However the output was dissapointing as subs() triggers the dreaded evaluation again, despite wrapping args in UnevaluatedExpr where needed. Or let's say where I understood wrapping would be needed.

For some reason subs() completely ignores my changes.

So the question is: is there even any hope in this last approach (maybe I still missed something when traversing the tree) - and if there is no hope in my approach, how else should I achieve the goal of disabling evaluation of a specific Symbol when encountering an Add inside an sympy.exp (which is the exponential function)

PS:

I should probably also mention that for reasons that seem puzzling, the following works (but as I mentioned it's a manual solution that I don't desire)

expr = (x + 2.*x)/4. + sp.exp((x+sp.UnevaluatedExpr(32.))/6.)
expr_ = expr.subs(x, z)
print(expr)
print(expr_)

Here we successfully prevented the evaluation of the Add inside sp.exp

Output:

0.75*x + exp(0.166666666666667*(x + 32.0))
0.75*z + exp(0.166666666666667*(z + 32.0))

Edit 0:

1. The solution should permit the usage of floats. For example some of the values may describe physical properties, measured beyond the accuracy of an integer. I need to be able to allow those.

2. Substituting Floats with Symbols is also problematic as it substantially complicates handling of the expressions or the usage of those expressions at a later time

Answer 1

I'm not sure but I think that the problem you are having is to do with automatic distribution of a Number over an Add which is controlled by the distribute context manager:

In [326]: e1 = 2*(x + 1)                                                                                                          

In [327]: e1                                                                                                                      
Out[327]: 2⋅x + 2

In [328]: from sympy.core.parameters import distribute                                                                            

In [329]: with distribute(False): 
     ...:     e2 = 2*(x + 1) 
     ...:                                                                                                                         

In [330]: e2                                                                                                                      
Out[330]: 2⋅(x + 1)

The automatic distribution behaviour is something that would be good to change in sympy.
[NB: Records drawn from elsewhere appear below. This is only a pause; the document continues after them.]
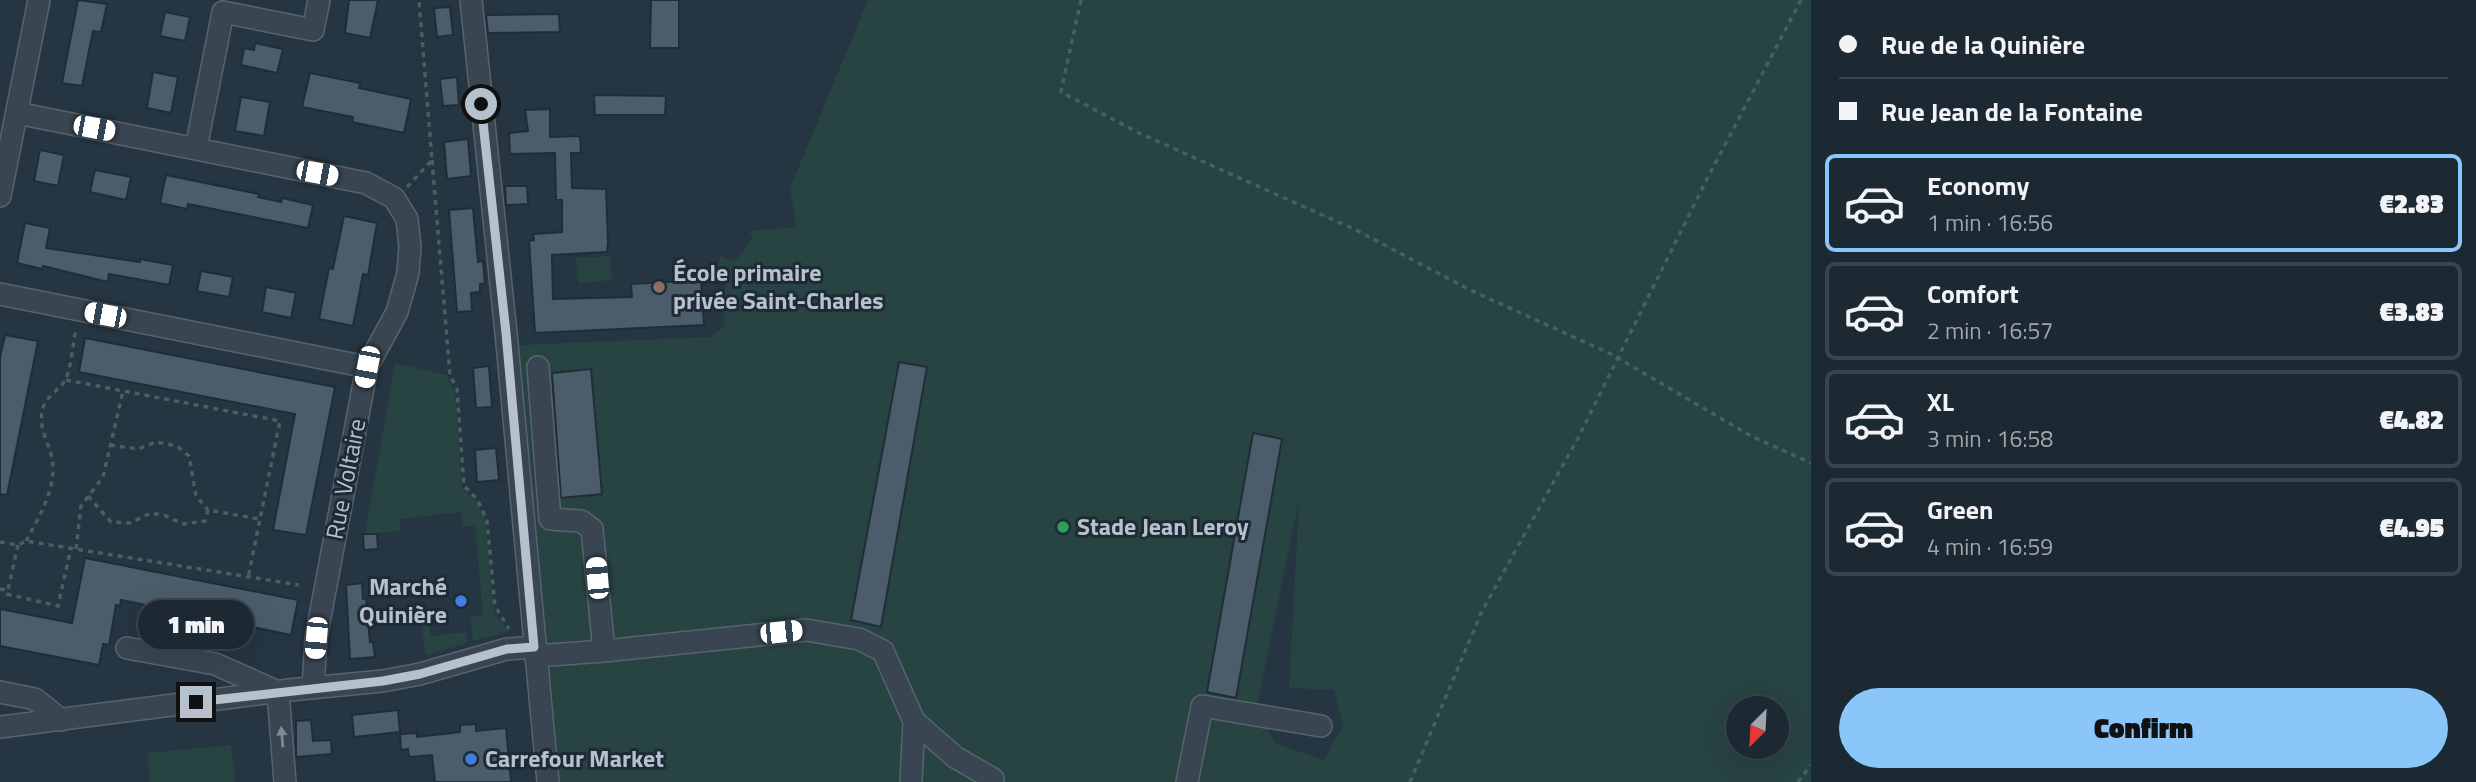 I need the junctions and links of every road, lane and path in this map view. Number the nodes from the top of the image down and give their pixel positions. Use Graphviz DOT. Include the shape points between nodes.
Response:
graph roads {
  1 [pos="39,0"];
  2 [pos="319,0"];
  3 [pos="419,0"];
  4 [pos="471,0"];
  5 [pos="1081,0"];
  6 [pos="1801,0"];
  7 [pos="17,113"];
  8 [pos="197,148"];
  9 [pos="432,160"];
  10 [pos="0,196"];
  11 [pos="394,198"];
  12 [pos="0,294"];
  13 [pos="77,321"];
  14 [pos="1618,358"];
  15 [pos="367,367"];
  16 [pos="538,367"];
  17 [pos="66,380"];
  18 [pos="124,391"];
  19 [pos="110,445"];
  20 [pos="1811,463"];
  21 [pos="88,496"];
  22 [pos="208,510"];
  23 [pos="260,519"];
  24 [pos="26,541"];
  25 [pos="0,542"];
  26 [pos="18,545"];
  27 [pos="73,549"];
  28 [pos="248,578"];
  29 [pos="299,585"];
  30 [pos="0,589"];
  31 [pos="8,590"];
  32 [pos="510,631"];
  33 [pos="127,648"];
  34 [pos="604,651"];
  35 [pos="535,652"];
  36 [pos="313,688"];
  37 [pos="0,692"];
  38 [pos="278,692"];
  39 [pos="61,720"];
  40 [pos="914,721"];
  41 [pos="1321,726"];
  42 [pos="0,727"];
  43 [pos="1811,765"];
  44 [pos="997,781"];
  45 [pos="1799,781"];
  46 [pos="285,782"];
  47 [pos="548,782"];
  48 [pos="911,782"];
  49 [pos="1187,782"];
  50 [pos="1410,782"];
  51 [pos="1807,782"];
  1 -- 7 [label="street"];
  2 -- 8 [label="street" via="313,30 223,12"];
  3 -- 9 [label="path"];
  4 -- 35 [label="street"];
  5 -- 14 [label="path" via="1061,92"];
  6 -- 14 [label="path"];
  7 -- 8 [label="street"];
  7 -- 10 [label="street"];
  8 -- 11 [label="street" via="366,183"];
  9 -- 11 [label="path"];
  9 -- 32 [label="path" via="464,486 487,520 495,606"];
  11 -- 15 [label="street, Rue Voltaire" via="407,219 408,273 397,312"];
  12 -- 15 [label="street"];
  13 -- 17 [label="path"];
  14 -- 20 [label="path" via="1751,436"];
  14 -- 50 [label="path" via="1482,611"];
  15 -- 36 [label="street, Rue Voltaire" via="316,638"];
  16 -- 34 [label="street" via="550,519 581,521 592,529"];
  17 -- 18 [label="path"];
  17 -- 24 [label="path" via="41,413 52,458 52,485"];
  18 -- 19 [label="path"];
  18 -- 23 [label="path" via="280,421"];
  19 -- 21 [label="path" via="103,477"];
  19 -- 22 [label="path" via="138,449 156,442 177,446 189,456 196,496"];
  21 -- 22 [label="path" via="111,522 130,523 151,513 183,524 205,521"];
  21 -- 27 [label="path" via="80,506"];
  22 -- 23 [label="path"];
  23 -- 28 [label="path"];
  24 -- 26 [label="path"];
  24 -- 27 [label="path"];
  25 -- 26 [label="path"];
  26 -- 31 [label="path"];
  27 -- 28 [label="path"];
  27 -- 31 [label="path" via="58,606 7,594"];
  28 -- 29 [label="path"];
  30 -- 31 [label="path"];
  33 -- 38 [label="street" via="215,664"];
  34 -- 35 [label="street"];
  34 -- 40 [label="street" via="806,630 859,639 883,651"];
  35 -- 36 [label="street" via="507,649 420,674"];
  35 -- 47 [label="street"];
  36 -- 38 [label="street"];
  37 -- 39 [label="street" via="35,699"];
  38 -- 39 [label="street"];
  46 -- 38 [label="street, one-way"];
  39 -- 42 [label="street"];
  40 -- 44 [label="street" via="955,757"];
  40 -- 48 [label="street"];
  41 -- 49 [label="street" via="1202,706"];
  43 -- 45 [label="path"];
  45 -- 51 [label="path"];
} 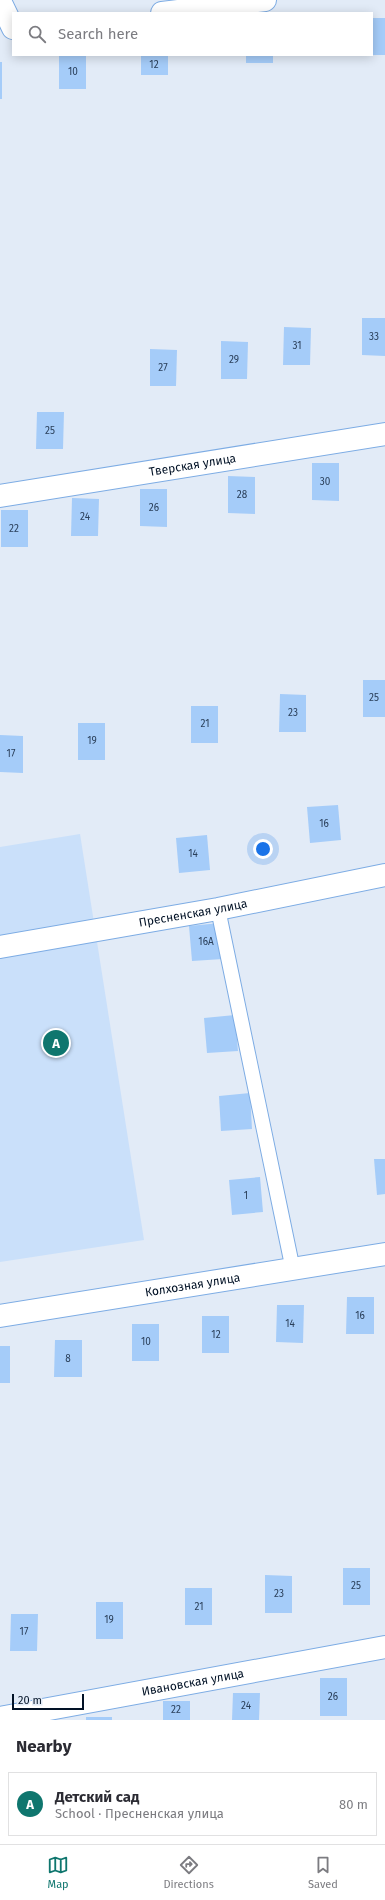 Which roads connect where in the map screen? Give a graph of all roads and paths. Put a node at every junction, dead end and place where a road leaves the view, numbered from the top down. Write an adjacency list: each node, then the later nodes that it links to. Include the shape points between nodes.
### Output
1 (265, 0): 3 (street)
2 (0, 1): 4 (street)
3 (170, 12)
4 (12, 26)
5 (12, 38): 6 (street)
6 (0, 42)
7 (385, 434): 8 (street, Тверская улица)
8 (0, 496)
9 (385, 875): 10 (street, Пресненская улица)
10 (218, 909): 11 (street, Пресненская улица); 13 (lane)
11 (0, 947)
12 (385, 1254): 13 (street, Колхозная улица)
13 (294, 1270): 14 (street, Колхозная улица)
14 (0, 1316)
15 (385, 1647): 16 (street, Ивановская улица)
16 (0, 1718) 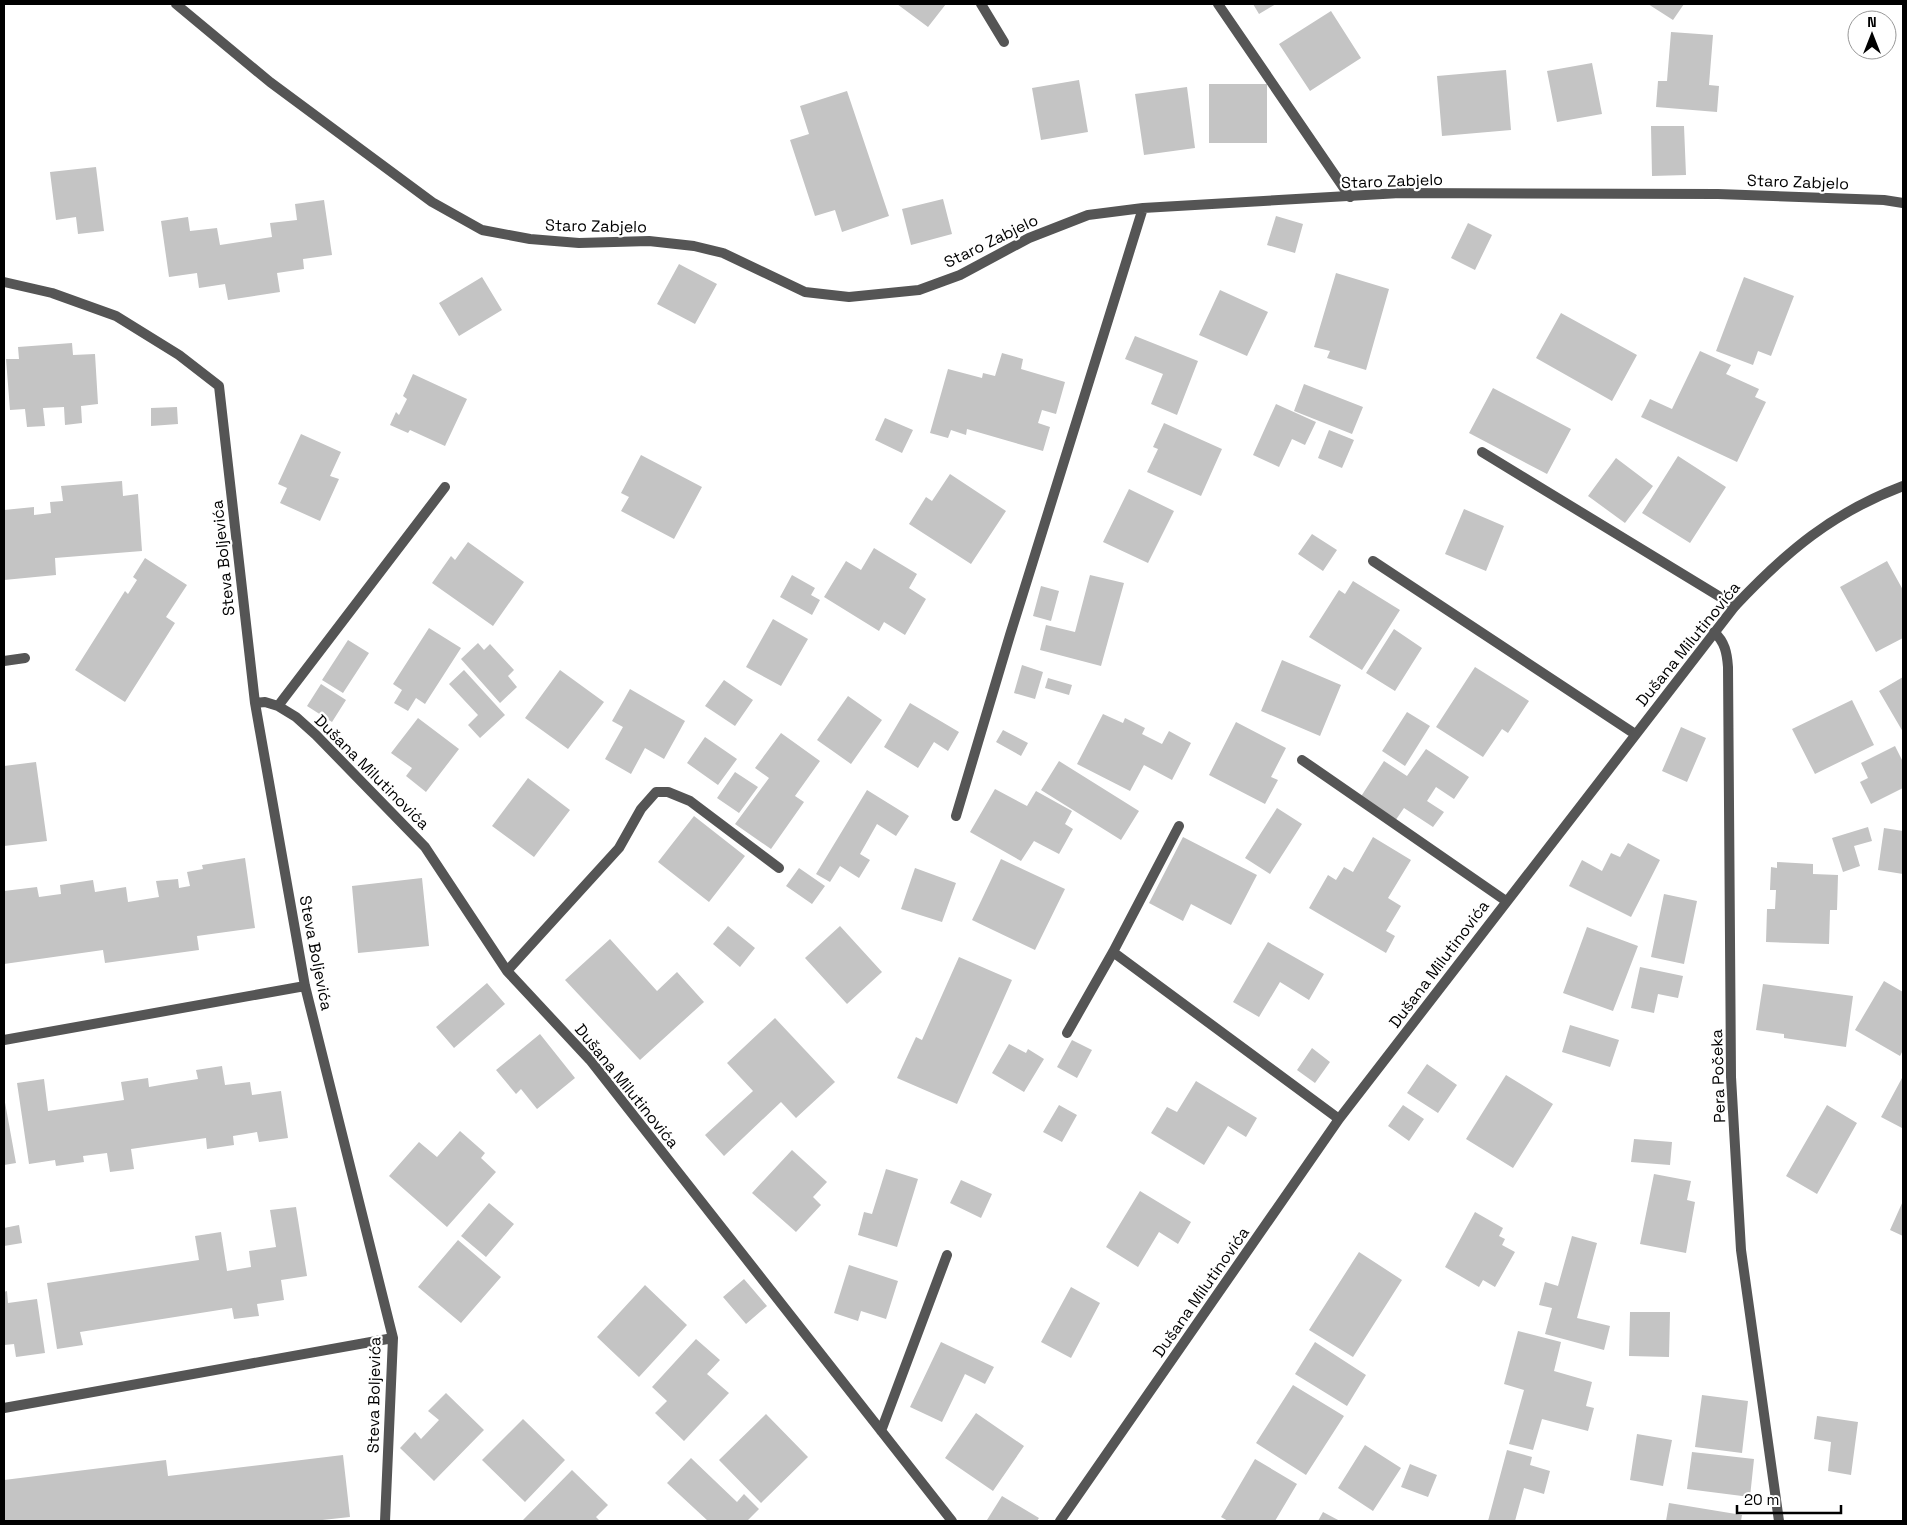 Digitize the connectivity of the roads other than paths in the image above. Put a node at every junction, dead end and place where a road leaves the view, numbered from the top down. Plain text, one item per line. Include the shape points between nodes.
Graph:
1 (176, 4) edge
2 (982, 4) edge
3 (1218, 4) edge
4 (1004, 42) dead end
5 (1350, 197) junction
6 (1903, 203) edge
7 (1143, 208) junction
8 (4, 282) edge
9 (1482, 452) dead end
10 (1903, 486) edge
11 (445, 488) dead end
12 (1373, 561) dead end
13 (1735, 606) junction
14 (1714, 632) junction
15 (25, 658) dead end
16 (4, 661) edge
17 (255, 703) junction
18 (278, 706) junction
19 (1635, 734) junction
20 (1302, 760) dead end
21 (956, 816) dead end
22 (1179, 826) dead end
23 (778, 868) dead end
24 (1506, 901) junction
25 (1113, 952) junction
26 (507, 971) junction
27 (305, 986) junction
28 (1067, 1033) dead end
29 (4, 1040) edge
30 (1339, 1119) junction
31 (947, 1255) dead end
32 (392, 1338) junction
33 (4, 1408) edge
34 (881, 1431) junction
35 (385, 1521) edge
36 (952, 1521) edge
37 (1060, 1521) edge
38 (1779, 1521) edge

1 - 7 street, Staro Zabjelo via 270,82 432,202 482,230 530,239 579,243 649,241 694,246 723,253 805,292 849,297 919,290 1088,214
2 - 4 street
3 - 5 street
5 - 6 street, Staro Zabjelo via 1400,193 1718,194
5 - 7 street, Staro Zabjelo
7 - 21 street
8 - 17 street, Steva Boljevića via 52,293 116,316 179,355 219,386
9 - 13 street
10 - 13 street, Dušana Milutinovića via 1828,522 1769,570
11 - 18 street
12 - 19 street
13 - 14 street, Dušana Milutinovića
14 - 19 street, Dušana Milutinovića
14 - 38 street, Pera Počeka via 1723,643 1728,668 1731,1077 1741,1250
15 - 16 street
17 - 18 street, Dušana Milutinovića
17 - 27 street, Steva Boljevića
18 - 26 street, Dušana Milutinovića via 316,735 426,847
19 - 24 street, Dušana Milutinovića
20 - 24 street
22 - 25 street
23 - 26 street via 690,801 668,792 656,792 641,809 619,848
24 - 30 street, Dušana Milutinovića
25 - 28 street
25 - 30 street
26 - 34 street, Dušana Milutinovića via 590,1060
27 - 29 street
27 - 32 street, Steva Boljevića
30 - 37 street, Dušana Milutinovića
31 - 34 street
32 - 33 street
32 - 35 street, Steva Boljevića
34 - 36 street, Dušana Milutinovića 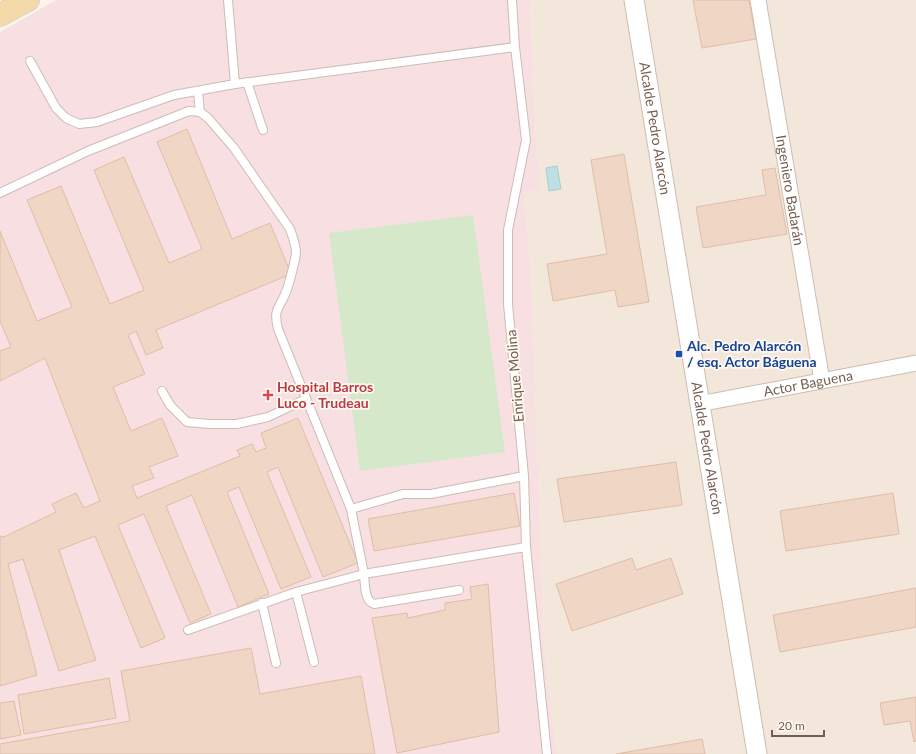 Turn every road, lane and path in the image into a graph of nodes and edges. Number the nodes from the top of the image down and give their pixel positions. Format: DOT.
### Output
graph roads {
  1 [pos="28,0"];
  2 [pos="228,0"];
  3 [pos="512,0"];
  4 [pos="634,0"];
  5 [pos="758,0"];
  6 [pos="0,15"];
  7 [pos="515,47"];
  8 [pos="30,61"];
  9 [pos="247,82"];
  10 [pos="235,84"];
  11 [pos="198,91"];
  12 [pos="200,112"];
  13 [pos="263,130"];
  14 [pos="0,193"];
  15 [pos="916,363"];
  16 [pos="822,381"];
  17 [pos="162,391"];
  18 [pos="306,399"];
  19 [pos="699,404"];
  20 [pos="524,476"];
  21 [pos="351,509"];
  22 [pos="526,547"];
  23 [pos="364,574"];
  24 [pos="459,590"];
  25 [pos="296,592"];
  26 [pos="262,604"];
  27 [pos="188,630"];
  28 [pos="314,662"];
  29 [pos="276,663"];
  30 [pos="547,754"];
  31 [pos="757,754"];
  1 -- 6 [label="main road"];
  2 -- 10 [label="lane"];
  3 -- 7 [label="lane, Enrique Molina"];
  4 -- 19 [label="street, Alcalde Pedro Alarcón"];
  5 -- 16 [label="street, Ingeniero Badarán"];
  7 -- 9 [label="lane"];
  7 -- 20 [label="lane, Enrique Molina"];
  8 -- 11 [label="lane"];
  9 -- 10 [label="lane"];
  9 -- 13 [label="lane"];
  10 -- 11 [label="lane"];
  11 -- 12 [label="lane"];
  12 -- 14 [label="lane"];
  12 -- 18 [label="lane"];
  15 -- 16 [label="street, Actor Baguena"];
  16 -- 19 [label="street, Actor Baguena"];
  17 -- 18 [label="lane"];
  18 -- 21 [label="lane"];
  19 -- 31 [label="street, Alcalde Pedro Alarcón"];
  20 -- 21 [label="lane"];
  20 -- 22 [label="lane, Enrique Molina"];
  21 -- 23 [label="lane"];
  22 -- 23 [label="lane"];
  22 -- 30 [label="lane, Enrique Molina"];
  23 -- 24 [label="lane"];
  23 -- 25 [label="lane"];
  25 -- 26 [label="lane"];
  25 -- 28 [label="lane"];
  26 -- 27 [label="lane"];
  26 -- 29 [label="lane"];
}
It's just not easy to change because it is such a low-level operation and it has been this way for a long time (it would break a lot of people's code).

Other parts of the evaluation that you see are specific to the fact that you are using floats and would not happen for Rational or for a symbol e.g.:

In [337]: exp(2*(x + 1))                                                                                                          
Out[337]: 
 2⋅x + 2
ℯ       

In [338]: exp(2.0*(x + 1))                                                                                                        
Out[338]: 
                  2.0⋅x
7.38905609893065⋅ℯ     

In [339]: exp(y*(x + 1))                                                                                                          
Out[339]: 
 y⋅(x + 1)
ℯ  

You could convert rationals to float with nsimplify to avoid that e.g.:

In [340]: parse_expr('exp(2.0*(x + 1))', evaluate=False)                                                                          
Out[340]: 
 2.0⋅(x + 1)
ℯ           

In [341]: parse_expr('exp(2.0*(x + 1))', evaluate=False).subs(x, z)                                                               
Out[341]: 
                  2.0⋅z
7.38905609893065⋅ℯ     

In [342]: nsimplify(parse_expr('exp(2.0*(x + 1))', evaluate=False))                                                               
Out[342]: 
 2⋅x + 2
ℯ       

In [343]: nsimplify(parse_expr('exp(2.0*(x + 1))', evaluate=False)).subs(x, z)                                                    
Out[343]: 
 2⋅z + 2
ℯ  

Another possibility is to use symbols and delay substitution of any values until numerical evaluation. This is the way to get the most accurate result from evalf:

In [344]: exp(y*(z + 1)).evalf(subs={y:1, z:2})                                                                                   
Out[344]: 20.0855369231877